The Outlook for the Individual Health Insurance Market

The American Action Forum’s Center for Health and Economy (H&E) is dedicated to assessing the impact of proposed reforms to the under-65 health insurance market. Since health policy issues never go away, H&E never rests.

H&E annually updates its “baseline” – that is, current law – estimates of insurance coverage, federal budgetary impact, plan choice, and the premium landscape of health insurance. Its most recent update includes the latest outlook for the individual health insurance market. There are a number of interesting aspects to the report.

First, it is estimated that the individual market includes 14 million members in 2022, with 11 million lives covered through subsidized insurance offered in the Health Insurance Marketplace. Recall, however, that when the American Rescue Plan Act (ARPA) passed, advocates of the coverage-at-all-costs approach to health insurance were thrilled that it enhanced the premium tax credits (PTCs) (the health insurance subsidies in the individual market) and removed the limit that subsidies were only available to those under 400 percent of the federal poverty level (FPL). These provisions were put into place only for 2021 and 2022; in 2023 the subsidy structure will return to the original vision of the Affordable Care Act (ACA).
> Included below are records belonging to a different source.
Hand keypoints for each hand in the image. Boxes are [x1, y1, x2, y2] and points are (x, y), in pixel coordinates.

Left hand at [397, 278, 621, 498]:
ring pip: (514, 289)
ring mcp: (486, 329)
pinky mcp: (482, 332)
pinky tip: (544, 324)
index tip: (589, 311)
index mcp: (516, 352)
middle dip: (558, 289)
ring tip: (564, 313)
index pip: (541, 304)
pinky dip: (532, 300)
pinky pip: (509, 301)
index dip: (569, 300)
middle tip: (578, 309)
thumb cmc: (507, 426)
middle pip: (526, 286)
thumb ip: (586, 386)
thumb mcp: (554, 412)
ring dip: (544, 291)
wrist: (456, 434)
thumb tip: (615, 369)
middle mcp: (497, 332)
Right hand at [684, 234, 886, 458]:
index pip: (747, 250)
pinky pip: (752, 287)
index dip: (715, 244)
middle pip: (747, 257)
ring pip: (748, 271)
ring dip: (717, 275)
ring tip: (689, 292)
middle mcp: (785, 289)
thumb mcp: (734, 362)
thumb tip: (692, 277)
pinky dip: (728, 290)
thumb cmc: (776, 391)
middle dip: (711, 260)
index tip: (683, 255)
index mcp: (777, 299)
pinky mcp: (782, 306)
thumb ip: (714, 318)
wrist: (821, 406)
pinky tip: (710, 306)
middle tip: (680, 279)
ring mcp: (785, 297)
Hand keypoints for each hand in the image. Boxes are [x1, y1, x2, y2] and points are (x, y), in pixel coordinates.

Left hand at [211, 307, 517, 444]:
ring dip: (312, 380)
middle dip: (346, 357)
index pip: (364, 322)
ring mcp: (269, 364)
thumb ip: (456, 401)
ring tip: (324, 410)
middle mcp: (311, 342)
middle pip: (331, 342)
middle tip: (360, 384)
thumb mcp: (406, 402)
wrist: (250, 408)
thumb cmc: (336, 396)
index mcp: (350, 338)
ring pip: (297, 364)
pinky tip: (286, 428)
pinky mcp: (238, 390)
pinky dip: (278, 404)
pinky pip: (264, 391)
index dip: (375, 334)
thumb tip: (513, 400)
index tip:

In part because of reduced subsidies and in part because of rising health care costs, premiums will rise. The H&E projection anticipates that plans chosen in the individual market are expected to shift toward lower cost options. Highly subsidized enrollment in Silver plans is projected to fade as a percentage of enrollment in the individual market, while enrollment in Bronze plans grows among both subsidized and unsubsidized consumers. In addition, the total size of the individual market is estimated to decline throughout the 10-year window—sinking to 9 million in 2032.

Regardless of the details, health programs will continue to be pricey. The health insurance coverage provisions under current law for the non-elderly are estimated to increase federal outlays by $7 trillion from 2022 through 2032.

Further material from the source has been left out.